Medizinische Universität Graz Austria/Österreich - Forschungsportal - Medical University of Graz
Gewählte Publikation:
Valzano, F.
Mosaicism of pulmonary arterial architecture and involvement of pulmonary hypertension associated alterations in vascular remodeling
PhD-Studium (Doctor of Philosophy); Humanmedizin; [ Dissertation ] Medizinische Universität Graz; 2023. pp.
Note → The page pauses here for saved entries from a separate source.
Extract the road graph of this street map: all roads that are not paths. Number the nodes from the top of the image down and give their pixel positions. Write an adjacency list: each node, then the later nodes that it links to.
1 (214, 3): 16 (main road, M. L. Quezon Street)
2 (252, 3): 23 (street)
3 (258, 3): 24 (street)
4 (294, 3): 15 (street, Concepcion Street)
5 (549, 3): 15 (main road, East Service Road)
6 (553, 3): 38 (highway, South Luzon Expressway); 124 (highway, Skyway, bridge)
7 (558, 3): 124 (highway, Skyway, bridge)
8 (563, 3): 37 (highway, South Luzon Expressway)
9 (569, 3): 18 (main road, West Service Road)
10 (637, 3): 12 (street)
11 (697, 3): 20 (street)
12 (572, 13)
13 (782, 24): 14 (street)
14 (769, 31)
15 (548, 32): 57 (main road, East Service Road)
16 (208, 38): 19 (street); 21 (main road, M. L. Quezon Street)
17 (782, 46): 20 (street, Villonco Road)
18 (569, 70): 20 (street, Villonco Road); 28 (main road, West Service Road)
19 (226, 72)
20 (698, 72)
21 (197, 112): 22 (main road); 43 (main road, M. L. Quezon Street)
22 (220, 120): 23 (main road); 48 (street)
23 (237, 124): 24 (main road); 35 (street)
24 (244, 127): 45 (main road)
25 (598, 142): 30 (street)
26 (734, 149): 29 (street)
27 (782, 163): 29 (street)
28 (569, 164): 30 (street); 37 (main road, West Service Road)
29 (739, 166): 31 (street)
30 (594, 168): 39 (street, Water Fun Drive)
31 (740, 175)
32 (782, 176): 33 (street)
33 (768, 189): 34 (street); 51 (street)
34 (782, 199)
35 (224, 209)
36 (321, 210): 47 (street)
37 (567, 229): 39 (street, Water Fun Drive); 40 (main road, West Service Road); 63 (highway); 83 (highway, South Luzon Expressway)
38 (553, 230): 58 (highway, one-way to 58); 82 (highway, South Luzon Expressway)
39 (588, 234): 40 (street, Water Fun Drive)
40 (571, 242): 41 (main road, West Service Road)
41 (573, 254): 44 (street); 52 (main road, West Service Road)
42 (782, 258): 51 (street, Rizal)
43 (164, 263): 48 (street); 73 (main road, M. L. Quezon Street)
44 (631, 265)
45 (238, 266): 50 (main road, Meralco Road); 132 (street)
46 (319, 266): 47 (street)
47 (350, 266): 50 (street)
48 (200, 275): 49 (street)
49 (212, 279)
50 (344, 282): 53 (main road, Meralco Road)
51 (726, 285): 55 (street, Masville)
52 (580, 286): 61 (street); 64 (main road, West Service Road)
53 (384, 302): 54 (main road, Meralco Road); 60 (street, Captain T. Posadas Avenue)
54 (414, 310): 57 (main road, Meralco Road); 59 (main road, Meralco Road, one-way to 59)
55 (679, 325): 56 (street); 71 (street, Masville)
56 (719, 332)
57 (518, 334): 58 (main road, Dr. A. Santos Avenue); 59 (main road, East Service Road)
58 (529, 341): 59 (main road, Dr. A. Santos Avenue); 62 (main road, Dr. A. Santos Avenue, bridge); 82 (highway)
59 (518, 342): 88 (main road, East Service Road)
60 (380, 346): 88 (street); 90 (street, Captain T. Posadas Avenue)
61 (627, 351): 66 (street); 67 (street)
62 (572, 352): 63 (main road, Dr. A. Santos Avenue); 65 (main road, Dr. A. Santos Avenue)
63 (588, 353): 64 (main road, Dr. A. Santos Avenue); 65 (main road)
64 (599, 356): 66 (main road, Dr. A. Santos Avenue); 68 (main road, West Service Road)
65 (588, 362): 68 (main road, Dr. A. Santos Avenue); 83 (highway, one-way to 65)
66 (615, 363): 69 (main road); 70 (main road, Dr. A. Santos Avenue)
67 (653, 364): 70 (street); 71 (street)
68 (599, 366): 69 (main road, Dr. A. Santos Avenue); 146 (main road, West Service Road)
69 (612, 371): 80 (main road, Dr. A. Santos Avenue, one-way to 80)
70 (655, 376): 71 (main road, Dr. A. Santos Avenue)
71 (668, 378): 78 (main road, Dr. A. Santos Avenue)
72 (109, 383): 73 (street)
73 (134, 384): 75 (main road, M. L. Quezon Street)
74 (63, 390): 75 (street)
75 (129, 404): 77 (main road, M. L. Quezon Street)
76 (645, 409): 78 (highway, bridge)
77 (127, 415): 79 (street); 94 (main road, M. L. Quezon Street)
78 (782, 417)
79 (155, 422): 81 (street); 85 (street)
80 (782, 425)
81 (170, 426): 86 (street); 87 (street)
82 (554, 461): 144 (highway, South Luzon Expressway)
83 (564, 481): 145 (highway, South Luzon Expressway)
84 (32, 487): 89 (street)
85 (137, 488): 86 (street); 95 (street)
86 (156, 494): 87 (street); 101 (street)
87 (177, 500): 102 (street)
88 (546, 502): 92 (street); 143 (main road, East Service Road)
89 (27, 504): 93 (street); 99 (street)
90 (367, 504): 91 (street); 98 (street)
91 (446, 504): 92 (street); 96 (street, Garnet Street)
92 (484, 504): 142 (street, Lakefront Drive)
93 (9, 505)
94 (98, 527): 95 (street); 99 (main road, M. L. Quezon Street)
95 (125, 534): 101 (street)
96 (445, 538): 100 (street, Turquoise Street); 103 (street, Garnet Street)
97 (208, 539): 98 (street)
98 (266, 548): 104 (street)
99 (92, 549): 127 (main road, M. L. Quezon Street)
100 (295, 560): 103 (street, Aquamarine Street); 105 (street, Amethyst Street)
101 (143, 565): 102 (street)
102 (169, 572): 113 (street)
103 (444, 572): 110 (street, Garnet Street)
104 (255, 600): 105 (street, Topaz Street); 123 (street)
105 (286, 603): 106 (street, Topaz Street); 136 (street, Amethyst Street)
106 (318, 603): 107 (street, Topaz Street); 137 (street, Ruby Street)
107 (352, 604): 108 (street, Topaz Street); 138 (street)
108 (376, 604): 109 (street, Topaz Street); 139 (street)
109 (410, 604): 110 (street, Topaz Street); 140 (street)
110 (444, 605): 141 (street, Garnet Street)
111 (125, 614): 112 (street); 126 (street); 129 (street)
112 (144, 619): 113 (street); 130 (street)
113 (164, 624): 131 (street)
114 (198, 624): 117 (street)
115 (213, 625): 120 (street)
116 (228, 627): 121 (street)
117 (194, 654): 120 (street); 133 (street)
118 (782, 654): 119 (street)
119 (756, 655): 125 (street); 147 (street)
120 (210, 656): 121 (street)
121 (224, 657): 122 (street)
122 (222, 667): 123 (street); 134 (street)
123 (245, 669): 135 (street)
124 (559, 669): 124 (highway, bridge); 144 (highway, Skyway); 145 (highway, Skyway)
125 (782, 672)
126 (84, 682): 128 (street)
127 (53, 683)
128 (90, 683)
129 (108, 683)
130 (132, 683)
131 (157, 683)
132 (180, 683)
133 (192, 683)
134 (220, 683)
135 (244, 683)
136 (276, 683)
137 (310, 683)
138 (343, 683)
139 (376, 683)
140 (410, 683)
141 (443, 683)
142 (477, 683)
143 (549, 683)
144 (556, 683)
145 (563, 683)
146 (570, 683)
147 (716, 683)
- Autor*innen der Med Uni Graz:
- Betreuer*innen:
- Crnkovic Slaven
- Kwapiszewska-Marsh Grazyna
- Altmetrics:
- Abstract:
- A central feature of progressive vascular remodeling is the establishment of an aberrant architecture of pulmonary arterial cells, characterized by altered thickening of the medial wall and dysfunctional endothelium. The understanding of how different cell populations contribute to this process is limited. Hence, we utilized single-cell RNA sequencing to provide insight into cellular composition changes within isolated pulmonary arteries (PAs) from pulmonary hypertension (PH) and donor lungs. Our results revealed the presence of a plethora of immune cells harboring in the PA and that remodeling skewed the balanced communication network between these cells and structural cells, such as fibroblasts, smooth muscle cells (SMC) and endothelial cells (EC). Transcriptionally distinct SMCs were enriched in diverse biological processes and could be divided into 4 major clusters: oxygen sensing (enriched in pericytes), contractile, synthetic, and fibroblast-like. Comparative analysis with murine PAs displayed a simpler architecture of PA wall, with only few SMC populations represented. Interestingly, medial wall of end-stage PA affected with pulmonary arterial hypertension (PAH) was associated with phenotypic shift of preexisting SMC populations and accumulation of synthetic SMCs in neointima. Endothelium, on the other hand, displayed three subsets of pulmonary arterial EC (PAEC). Of interest, these three subsets were equally represented in two forms of PH, namely pulmonary arterial hypertension (PAH) and pulmonary hypertension associated with pulmonary fibrosis (PHPF). Comparative analysis of EC subpopulations in healthy and PH EC identified both a common genetic deregulation accompanying vascular remodeling as well as the development of disease-specific transcriptomic alterations in the three populations. Similarly to the medial layer, also murine intima layer was associated with a much simpler organization and only few EC populations detectable. The current study represents the first attempt to characterize the intricated architecture of PA and the molecular changes occurring with the establishment of vascular remodeling on a single population level.